**WHAT IS NEEDED**
Find every line containing the string "graph" in the data below, and report how many there are, with no other words.

**DATA SECTION**
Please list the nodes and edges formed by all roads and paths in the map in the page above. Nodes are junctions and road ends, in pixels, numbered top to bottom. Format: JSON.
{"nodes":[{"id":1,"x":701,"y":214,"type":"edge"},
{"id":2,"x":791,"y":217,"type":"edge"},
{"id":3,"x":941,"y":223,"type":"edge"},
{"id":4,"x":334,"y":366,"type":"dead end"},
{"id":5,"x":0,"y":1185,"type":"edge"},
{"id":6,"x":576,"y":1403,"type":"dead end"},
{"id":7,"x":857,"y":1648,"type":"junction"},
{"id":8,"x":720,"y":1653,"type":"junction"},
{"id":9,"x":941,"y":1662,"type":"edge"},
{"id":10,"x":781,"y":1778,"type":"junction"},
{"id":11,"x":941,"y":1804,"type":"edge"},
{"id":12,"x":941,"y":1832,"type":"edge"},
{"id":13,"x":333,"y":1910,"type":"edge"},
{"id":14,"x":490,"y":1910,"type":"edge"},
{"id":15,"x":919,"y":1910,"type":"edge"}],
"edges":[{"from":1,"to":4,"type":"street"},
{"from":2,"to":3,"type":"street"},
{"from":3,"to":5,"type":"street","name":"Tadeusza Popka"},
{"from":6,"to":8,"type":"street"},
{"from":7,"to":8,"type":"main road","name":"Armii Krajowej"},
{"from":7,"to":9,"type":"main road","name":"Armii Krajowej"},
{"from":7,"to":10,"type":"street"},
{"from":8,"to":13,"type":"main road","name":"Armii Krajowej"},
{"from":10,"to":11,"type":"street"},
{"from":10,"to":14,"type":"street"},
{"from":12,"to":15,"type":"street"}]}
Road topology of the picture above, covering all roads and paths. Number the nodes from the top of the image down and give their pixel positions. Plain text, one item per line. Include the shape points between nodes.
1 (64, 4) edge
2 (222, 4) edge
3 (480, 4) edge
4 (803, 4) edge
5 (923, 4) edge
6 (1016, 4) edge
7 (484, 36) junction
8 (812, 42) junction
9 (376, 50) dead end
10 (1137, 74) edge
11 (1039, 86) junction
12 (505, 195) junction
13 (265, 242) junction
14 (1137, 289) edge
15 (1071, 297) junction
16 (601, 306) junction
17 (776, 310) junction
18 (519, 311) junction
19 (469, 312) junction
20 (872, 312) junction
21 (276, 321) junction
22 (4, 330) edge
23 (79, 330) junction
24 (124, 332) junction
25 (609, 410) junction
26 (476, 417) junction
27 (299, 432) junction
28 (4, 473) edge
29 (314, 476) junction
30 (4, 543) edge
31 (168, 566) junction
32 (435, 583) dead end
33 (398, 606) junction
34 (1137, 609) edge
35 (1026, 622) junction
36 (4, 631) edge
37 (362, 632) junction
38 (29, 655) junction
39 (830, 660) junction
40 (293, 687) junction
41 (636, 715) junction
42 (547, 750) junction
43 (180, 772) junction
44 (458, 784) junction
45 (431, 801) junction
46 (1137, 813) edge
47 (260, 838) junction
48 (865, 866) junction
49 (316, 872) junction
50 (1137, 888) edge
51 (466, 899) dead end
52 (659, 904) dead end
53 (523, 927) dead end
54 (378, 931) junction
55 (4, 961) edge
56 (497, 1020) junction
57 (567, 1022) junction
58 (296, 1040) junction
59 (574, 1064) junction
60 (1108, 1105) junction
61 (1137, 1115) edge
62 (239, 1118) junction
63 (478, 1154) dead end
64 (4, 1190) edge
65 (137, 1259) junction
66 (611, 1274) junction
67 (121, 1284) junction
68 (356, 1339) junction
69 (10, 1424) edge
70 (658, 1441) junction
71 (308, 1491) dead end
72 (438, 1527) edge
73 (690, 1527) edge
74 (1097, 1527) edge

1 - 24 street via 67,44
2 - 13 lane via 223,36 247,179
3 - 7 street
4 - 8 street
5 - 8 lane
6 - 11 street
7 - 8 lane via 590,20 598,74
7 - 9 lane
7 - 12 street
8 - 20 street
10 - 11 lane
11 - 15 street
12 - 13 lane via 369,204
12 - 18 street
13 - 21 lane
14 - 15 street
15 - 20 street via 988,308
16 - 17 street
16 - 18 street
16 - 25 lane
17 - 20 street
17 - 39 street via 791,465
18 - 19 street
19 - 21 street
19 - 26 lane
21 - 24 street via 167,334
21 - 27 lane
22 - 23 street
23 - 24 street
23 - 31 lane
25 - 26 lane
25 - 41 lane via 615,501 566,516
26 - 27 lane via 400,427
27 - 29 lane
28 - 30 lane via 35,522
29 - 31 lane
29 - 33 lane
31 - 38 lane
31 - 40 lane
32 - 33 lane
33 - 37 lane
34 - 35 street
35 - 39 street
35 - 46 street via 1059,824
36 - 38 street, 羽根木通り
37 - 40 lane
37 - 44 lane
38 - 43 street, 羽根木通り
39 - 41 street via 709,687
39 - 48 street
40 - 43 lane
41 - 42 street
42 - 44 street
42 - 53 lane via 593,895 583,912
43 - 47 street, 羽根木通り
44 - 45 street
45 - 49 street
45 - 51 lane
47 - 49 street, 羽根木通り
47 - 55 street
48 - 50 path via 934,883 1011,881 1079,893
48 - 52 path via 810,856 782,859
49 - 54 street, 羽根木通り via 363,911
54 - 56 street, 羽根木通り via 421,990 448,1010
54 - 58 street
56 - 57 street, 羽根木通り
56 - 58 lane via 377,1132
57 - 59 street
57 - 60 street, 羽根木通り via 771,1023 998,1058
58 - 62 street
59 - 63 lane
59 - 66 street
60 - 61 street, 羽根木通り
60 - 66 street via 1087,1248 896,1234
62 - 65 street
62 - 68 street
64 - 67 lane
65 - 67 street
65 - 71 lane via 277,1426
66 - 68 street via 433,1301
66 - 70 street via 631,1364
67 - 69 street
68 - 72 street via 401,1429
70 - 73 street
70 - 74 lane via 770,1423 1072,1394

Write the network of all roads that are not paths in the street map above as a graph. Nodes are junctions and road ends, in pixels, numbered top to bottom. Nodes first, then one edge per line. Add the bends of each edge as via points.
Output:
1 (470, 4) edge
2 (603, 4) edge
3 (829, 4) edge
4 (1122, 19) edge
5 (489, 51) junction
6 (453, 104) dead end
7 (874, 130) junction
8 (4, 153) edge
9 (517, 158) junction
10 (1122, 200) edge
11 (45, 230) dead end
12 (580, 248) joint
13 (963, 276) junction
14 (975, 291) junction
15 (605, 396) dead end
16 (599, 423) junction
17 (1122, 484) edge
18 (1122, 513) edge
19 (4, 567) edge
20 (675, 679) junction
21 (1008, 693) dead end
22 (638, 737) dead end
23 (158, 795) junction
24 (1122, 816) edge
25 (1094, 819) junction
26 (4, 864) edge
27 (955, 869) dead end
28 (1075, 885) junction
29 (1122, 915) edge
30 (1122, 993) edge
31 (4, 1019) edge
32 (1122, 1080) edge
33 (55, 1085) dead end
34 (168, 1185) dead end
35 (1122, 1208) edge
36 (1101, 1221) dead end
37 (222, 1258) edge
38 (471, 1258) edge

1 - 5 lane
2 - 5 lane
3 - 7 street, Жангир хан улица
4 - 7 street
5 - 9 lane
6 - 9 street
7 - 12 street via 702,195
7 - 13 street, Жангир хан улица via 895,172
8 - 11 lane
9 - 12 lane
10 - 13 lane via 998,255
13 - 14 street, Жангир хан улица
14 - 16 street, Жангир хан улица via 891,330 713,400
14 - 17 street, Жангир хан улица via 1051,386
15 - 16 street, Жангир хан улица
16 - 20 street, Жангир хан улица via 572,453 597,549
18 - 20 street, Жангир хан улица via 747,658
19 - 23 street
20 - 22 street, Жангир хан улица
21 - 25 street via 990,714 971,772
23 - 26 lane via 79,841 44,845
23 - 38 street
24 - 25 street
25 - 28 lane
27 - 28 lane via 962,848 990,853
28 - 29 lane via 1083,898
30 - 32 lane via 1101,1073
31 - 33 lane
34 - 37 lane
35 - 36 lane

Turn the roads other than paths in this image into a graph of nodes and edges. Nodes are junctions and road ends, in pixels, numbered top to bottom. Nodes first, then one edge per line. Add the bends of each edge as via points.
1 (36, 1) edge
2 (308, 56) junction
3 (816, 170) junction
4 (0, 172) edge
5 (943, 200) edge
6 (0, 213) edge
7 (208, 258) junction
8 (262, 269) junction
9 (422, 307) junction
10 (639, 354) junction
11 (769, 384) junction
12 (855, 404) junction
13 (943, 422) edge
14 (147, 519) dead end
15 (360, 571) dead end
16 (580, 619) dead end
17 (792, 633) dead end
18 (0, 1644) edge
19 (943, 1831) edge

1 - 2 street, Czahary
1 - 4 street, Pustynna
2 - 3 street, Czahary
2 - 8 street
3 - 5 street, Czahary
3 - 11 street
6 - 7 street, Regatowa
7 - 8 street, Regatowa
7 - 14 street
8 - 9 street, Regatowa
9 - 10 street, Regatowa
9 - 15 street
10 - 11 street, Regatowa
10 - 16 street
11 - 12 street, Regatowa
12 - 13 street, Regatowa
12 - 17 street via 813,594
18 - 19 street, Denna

**RESULT OF THIS EXERCISE**
2